WASHINGTON – Statin use – both before and after a diagnosis of breast cancer – was associated with up to a 66% reduction in the risk of dying from that cancer, a large database study has concluded.
Investigators reported that the risk reduction was consistent even after controlling for age, tumor stage and morphology, and primary treatment choice, Dr. Teemu Murtola said during an interview at the annual meeting of the American Association for Cancer Research.
"We saw that there was clearly a dose-dependent reduction in the risk of breast cancer mortality among statin users," who comprised 13% of the more than 31,000 women in the study, said Dr. Murtola, an epidemiologist at Johns Hopkins University in Baltimore. "The association held for both localized and metastatic tumors. There really appears to be something going on here, and it’s certainly a reason for further study."
During the follow-up, 6,011 women died; 3,169 deaths were due to breast cancer. The death rate among users was significantly lower than it was among nonusers (7.5% vs. 21%). In the adjusted analysis, statin users were 67% less likely to die than were nonusers with localized disease (hazard ratio, 0.33). Among those with metastatic disease, statins conferred a 48% decreased risk of death (HR, 0.52).
All of the statins investigated in the study cohort were associated with a significantly decreased risk of breast cancer death, including simvastatin (HR, 0.47), atorvastatin (HR, 0.27), fluvastatin (HR, 0.35), and pravastatin (HR, 0.50).
The retrospective study looked at statin use and breast cancer mortality among 31,114 women with breast cancer who were diagnosed in Finland during 1995-2003. All of the patients were included in the Finnish Cancer Registry. The country’s national health database also contained detailed information on statin use and other health indicators. The data on statins included the date of each prescription purchase, the numbers of refills, the dosage, and the number of pills in each refill.
Breast cancer data included the date of diagnosis, stage (local, lymph-node positive or metastatic), morphology, primary treatment choice (surgery, radiation, chemotherapy, hormonal therapy, or other), and the date and cause of death.

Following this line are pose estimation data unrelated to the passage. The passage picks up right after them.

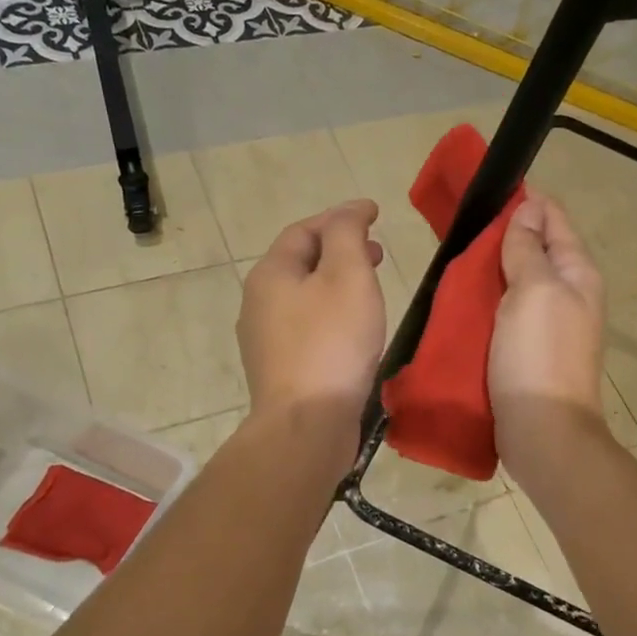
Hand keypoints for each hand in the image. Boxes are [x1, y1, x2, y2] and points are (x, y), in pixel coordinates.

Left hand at [238, 199, 385, 443]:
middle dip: (340, 251)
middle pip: (301, 263)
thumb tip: (350, 211)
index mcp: (271, 274)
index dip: (341, 217)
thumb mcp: (347, 275)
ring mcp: (265, 340)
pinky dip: (331, 315)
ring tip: (370, 290)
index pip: (305, 230)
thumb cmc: (331, 343)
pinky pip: (307, 329)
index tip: (376, 214)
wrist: (306, 424)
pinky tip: (353, 331)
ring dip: (336, 285)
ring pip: (304, 298)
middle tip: (378, 253)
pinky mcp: (280, 370)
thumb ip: (347, 235)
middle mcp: (259, 302)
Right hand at [489, 196, 610, 485]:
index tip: (485, 192)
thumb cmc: (539, 354)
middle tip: (461, 228)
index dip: (525, 201)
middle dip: (503, 236)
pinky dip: (487, 303)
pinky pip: (506, 314)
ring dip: (492, 271)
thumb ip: (529, 248)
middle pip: (536, 250)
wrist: (542, 430)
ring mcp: (548, 325)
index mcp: (577, 273)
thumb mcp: (535, 290)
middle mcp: (568, 294)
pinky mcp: (526, 351)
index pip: (554, 219)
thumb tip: (529, 209)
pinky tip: (461, 301)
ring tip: (455, 260)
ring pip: (518, 283)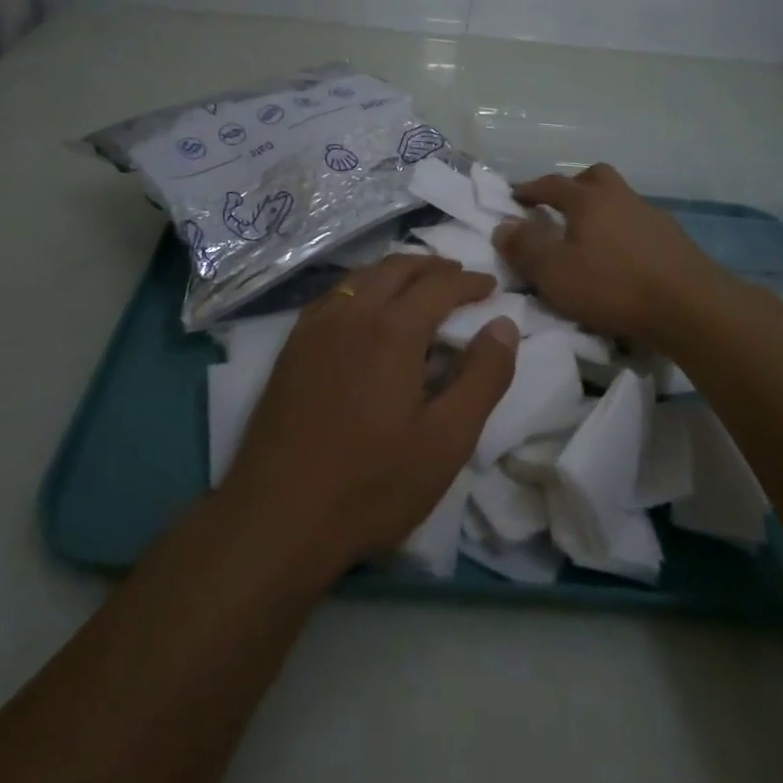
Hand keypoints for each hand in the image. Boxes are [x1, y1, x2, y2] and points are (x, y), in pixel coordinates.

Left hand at [219, 255, 517, 579]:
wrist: (278, 516)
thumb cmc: (372, 483)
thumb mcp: (447, 440)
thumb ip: (483, 377)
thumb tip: (504, 324)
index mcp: (392, 329)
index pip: (439, 286)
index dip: (470, 282)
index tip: (492, 287)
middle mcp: (352, 313)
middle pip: (397, 268)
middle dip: (432, 266)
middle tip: (458, 276)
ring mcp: (315, 327)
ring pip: (362, 276)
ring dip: (396, 271)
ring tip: (418, 285)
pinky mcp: (292, 346)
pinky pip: (334, 295)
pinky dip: (362, 286)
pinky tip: (365, 309)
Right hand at [493, 163, 734, 347]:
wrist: (690, 306)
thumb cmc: (612, 285)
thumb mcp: (554, 272)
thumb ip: (524, 248)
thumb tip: (503, 226)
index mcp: (588, 200)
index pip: (552, 184)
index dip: (530, 188)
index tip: (515, 196)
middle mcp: (620, 198)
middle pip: (595, 177)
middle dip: (574, 186)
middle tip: (560, 207)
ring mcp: (651, 216)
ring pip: (621, 201)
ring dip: (602, 212)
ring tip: (591, 240)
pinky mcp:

Follow-up started at the time of diagnosis and continued until death or the common closing date of Dec. 31, 2003, whichever came first. Median follow-up was about 3 years, but ranged from less than 1 year to 9 years.

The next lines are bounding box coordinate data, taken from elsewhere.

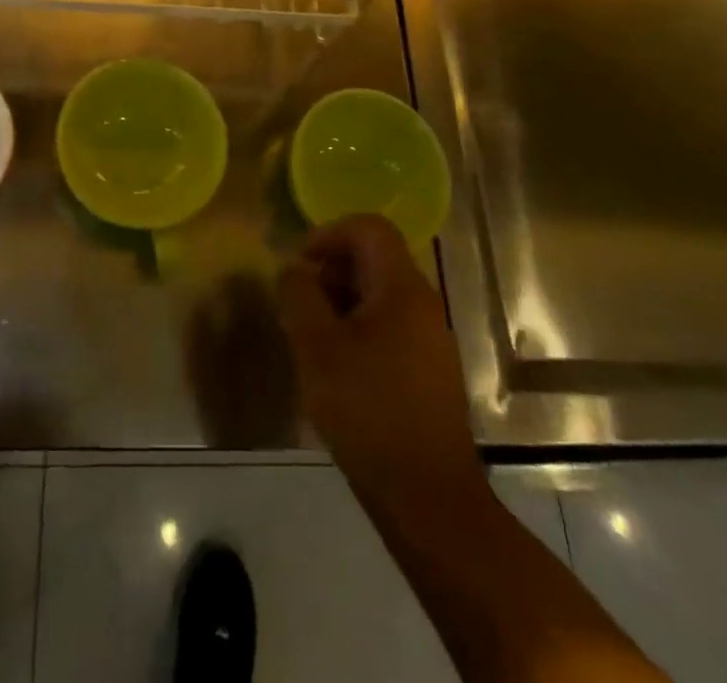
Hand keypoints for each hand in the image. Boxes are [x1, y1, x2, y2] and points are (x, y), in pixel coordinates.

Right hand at [278, 215, 485, 511]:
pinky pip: (390, 326)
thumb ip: (300, 296)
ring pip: (380, 295)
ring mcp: (431, 339)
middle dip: (330, 271)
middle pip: (374, 259)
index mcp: (402, 288)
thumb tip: (296, 269)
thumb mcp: (317, 347)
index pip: (369, 228)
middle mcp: (424, 303)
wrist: (428, 497)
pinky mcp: (430, 371)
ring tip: (311, 338)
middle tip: (299, 305)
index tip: (300, 265)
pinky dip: (358, 330)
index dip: (329, 234)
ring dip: (341, 303)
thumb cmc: (368, 411)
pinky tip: (337, 368)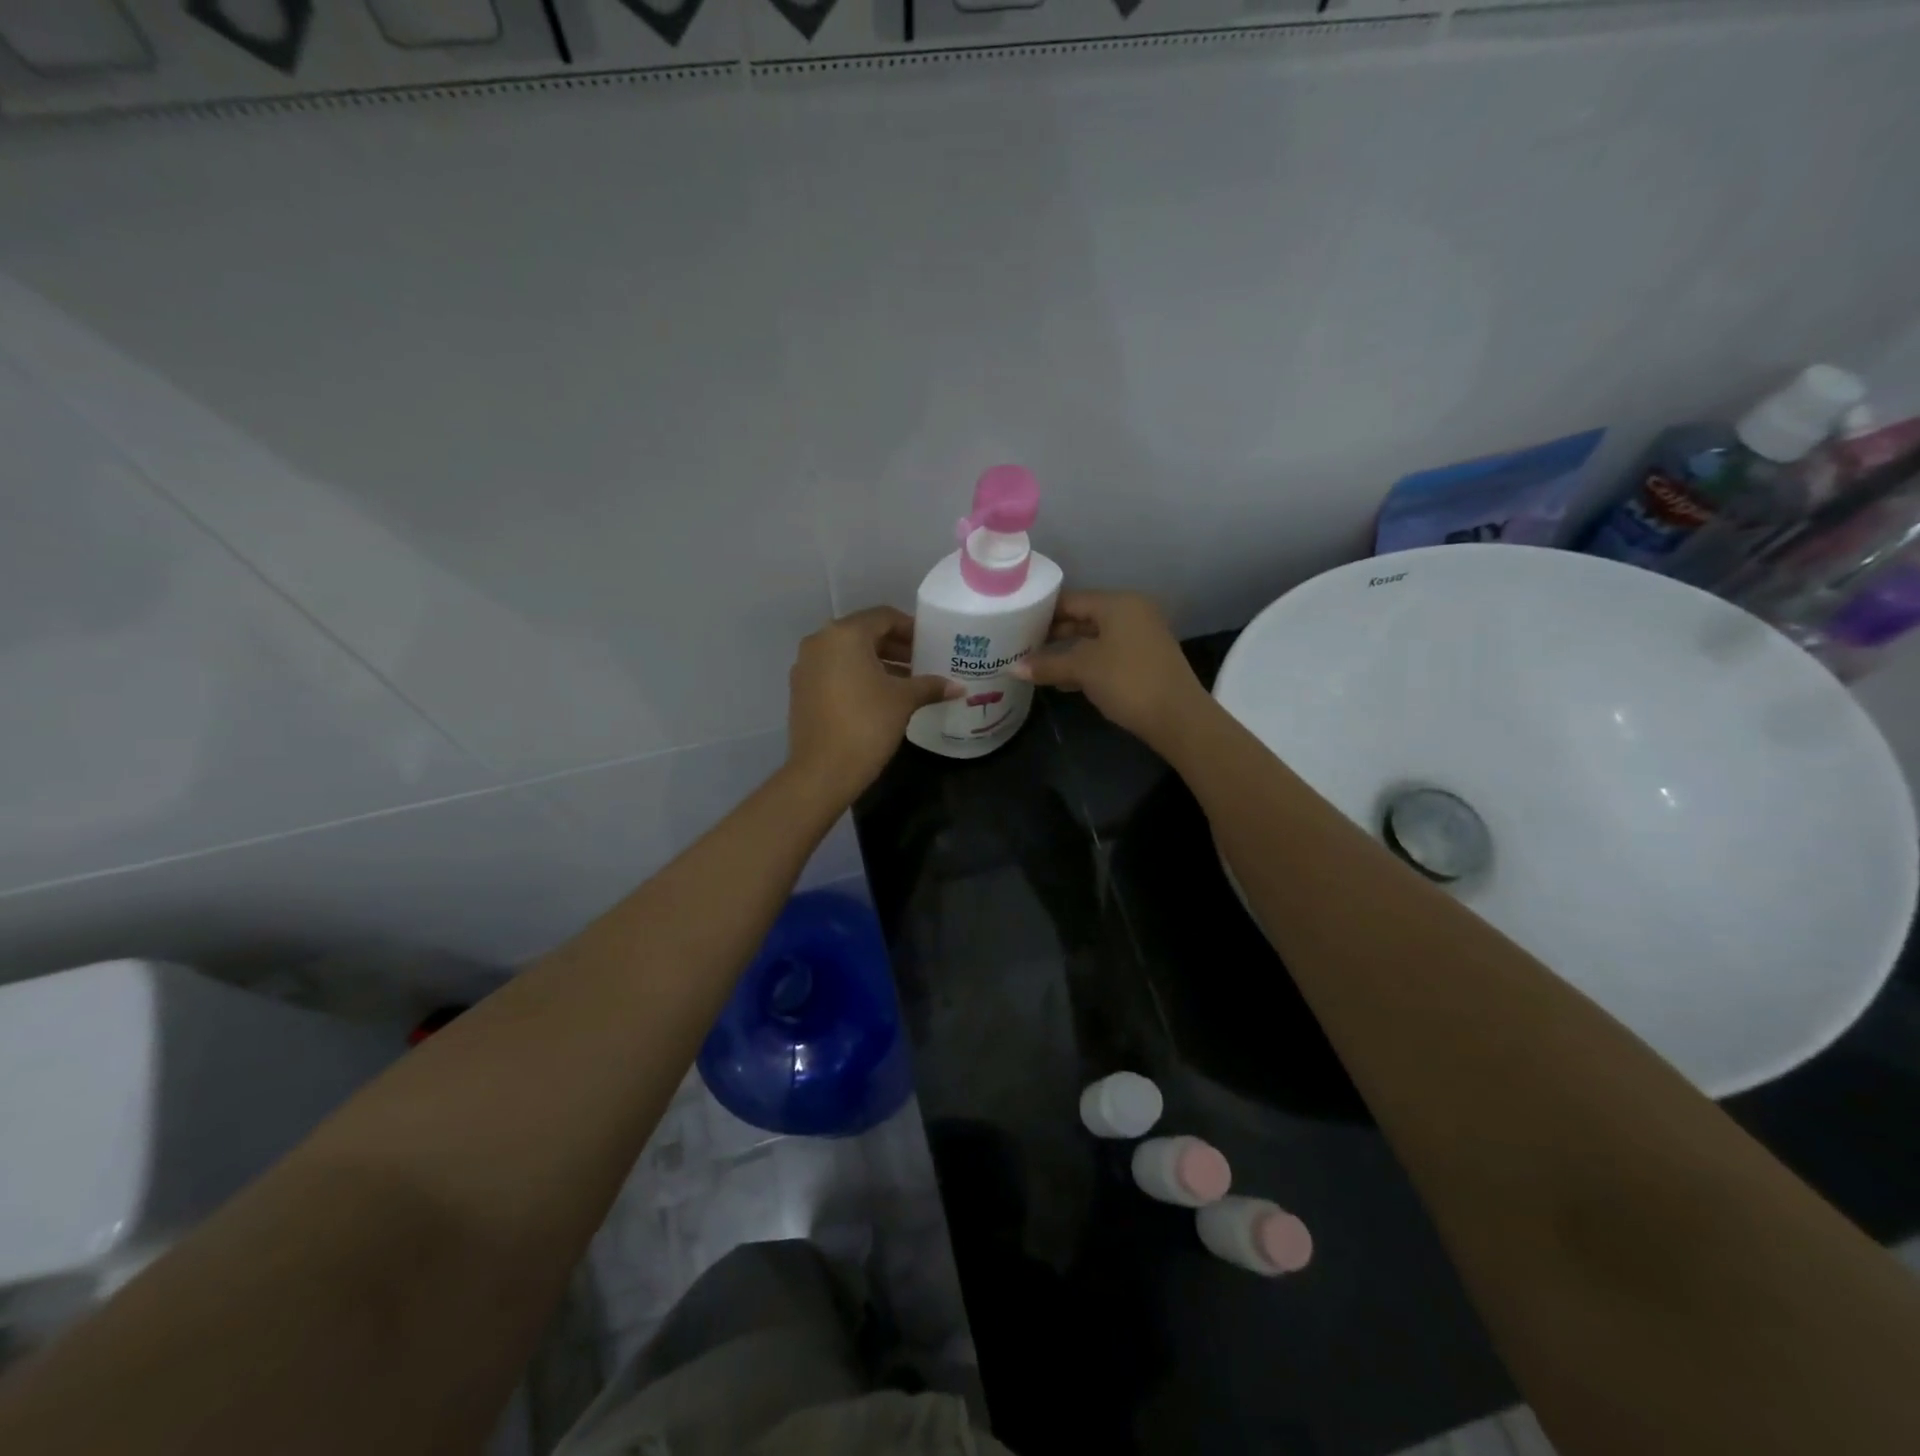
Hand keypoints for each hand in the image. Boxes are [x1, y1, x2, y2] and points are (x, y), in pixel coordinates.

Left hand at [786, 606, 958, 804]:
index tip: (931, 643)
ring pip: (848, 654)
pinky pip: (834, 671)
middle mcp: (820, 641)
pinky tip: (880, 696)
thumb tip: (958, 687)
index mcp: (845, 634)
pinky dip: (857, 676)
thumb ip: (930, 686)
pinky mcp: (801, 689)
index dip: (910, 628)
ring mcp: (806, 666)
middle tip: (922, 662)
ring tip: (907, 681)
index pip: (884, 617)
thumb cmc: (867, 724)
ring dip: (878, 662)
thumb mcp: (903, 701)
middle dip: (895, 646)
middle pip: (864, 633)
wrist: (822, 771)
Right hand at [1012, 591, 1210, 749]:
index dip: (1042, 612)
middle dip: (1053, 634)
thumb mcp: (1083, 669)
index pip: (1071, 599)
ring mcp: (1141, 636)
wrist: (1177, 717)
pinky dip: (1085, 663)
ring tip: (1035, 664)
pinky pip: (1107, 653)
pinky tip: (1063, 680)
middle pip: (1083, 617)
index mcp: (1118, 603)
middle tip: (1021, 646)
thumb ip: (1047, 665)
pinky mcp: (1144, 659)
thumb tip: (1012, 668)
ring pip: (1094, 638)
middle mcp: (1132, 612)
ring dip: (1067, 651)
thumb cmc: (1127, 681)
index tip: (1016, 625)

Statin users accounted for 13% of the cohort (4,169); the remainder never used the drugs. Women who took the medications were significantly older than nonusers (64 years vs. 58 years), and more likely to have had surgery as a treatment (96% vs. 92%). They were also more likely to have undergone radiation (55% vs. 54%), but significantly less likely to have had chemotherapy (15% vs. 24%) or hormonal therapy (20% vs. 25%). Metastatic cancer was significantly less common among statin users – 4% vs. 7%. These differences may reflect an early identification of breast cancer among users, perhaps because they were visiting a physician more frequently for lipid monitoring, Dr. Murtola said. However, the multivariate analysis controlled for all these differences, including metastatic and local disease.

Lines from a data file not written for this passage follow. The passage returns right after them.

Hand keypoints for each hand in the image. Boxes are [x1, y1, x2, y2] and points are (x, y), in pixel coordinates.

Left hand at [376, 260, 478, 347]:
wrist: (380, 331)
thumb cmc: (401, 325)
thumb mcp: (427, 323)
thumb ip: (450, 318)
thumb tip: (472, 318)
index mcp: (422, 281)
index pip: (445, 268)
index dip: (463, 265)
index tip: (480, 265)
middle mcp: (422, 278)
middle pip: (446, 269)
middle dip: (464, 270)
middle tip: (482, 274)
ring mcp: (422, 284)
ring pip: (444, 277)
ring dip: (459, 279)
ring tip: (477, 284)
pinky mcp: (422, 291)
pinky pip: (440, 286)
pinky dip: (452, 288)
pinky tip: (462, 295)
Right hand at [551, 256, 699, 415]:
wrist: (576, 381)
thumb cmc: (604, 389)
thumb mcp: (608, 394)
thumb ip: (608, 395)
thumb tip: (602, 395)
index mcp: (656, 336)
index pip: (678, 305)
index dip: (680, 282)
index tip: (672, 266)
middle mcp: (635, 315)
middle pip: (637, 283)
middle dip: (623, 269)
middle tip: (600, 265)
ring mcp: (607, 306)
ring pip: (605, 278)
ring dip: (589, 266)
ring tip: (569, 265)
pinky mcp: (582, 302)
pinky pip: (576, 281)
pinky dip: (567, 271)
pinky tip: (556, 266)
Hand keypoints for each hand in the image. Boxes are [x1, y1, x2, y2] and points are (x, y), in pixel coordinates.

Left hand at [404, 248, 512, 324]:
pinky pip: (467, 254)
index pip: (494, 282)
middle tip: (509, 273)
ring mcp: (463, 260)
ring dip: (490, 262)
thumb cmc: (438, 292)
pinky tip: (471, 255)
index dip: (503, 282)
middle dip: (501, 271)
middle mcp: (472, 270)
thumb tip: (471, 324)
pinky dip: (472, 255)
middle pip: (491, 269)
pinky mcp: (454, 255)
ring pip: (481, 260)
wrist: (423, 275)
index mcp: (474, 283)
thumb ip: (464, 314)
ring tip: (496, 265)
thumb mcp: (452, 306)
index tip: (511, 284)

Dr. Murtola then investigated the mortality effects of both pre- and postdiagnostic statin use.
Compliance was high among women who started the drugs before their breast cancer diagnosis, with 85% continuing until the end of follow-up. Compared with nonusers, women who used statins for up to 490 days were 46% less likely to die of local disease and 30% less likely to die from metastatic disease.
Those who took the drugs for 491 days or more before diagnosis were 66% less likely to die from local disease and 40% less likely to die from metastatic disease.
There was no such clear, dose-dependent relationship between mortality risk and statins taken after diagnosis, Dr. Murtola said. But, he added, low compliance could have masked any benefit. "Only 14% of those who started statins after diagnosis continued to take them until the end of the follow-up period," he said. "When we limited the analysis to those who were compliant until the end of their follow-up, we saw a very similar dose-dependent risk reduction in breast cancer mortality."
In vitro studies suggest that statins could have a direct effect on breast cancer cells, he said. They seem to block the mevalonate pathway – a process involved in the manufacture of cholesterol, and also key to cell metabolism. Cells with abnormally high metabolic rates – like breast cancer cells – could be particularly vulnerable to this action, he said.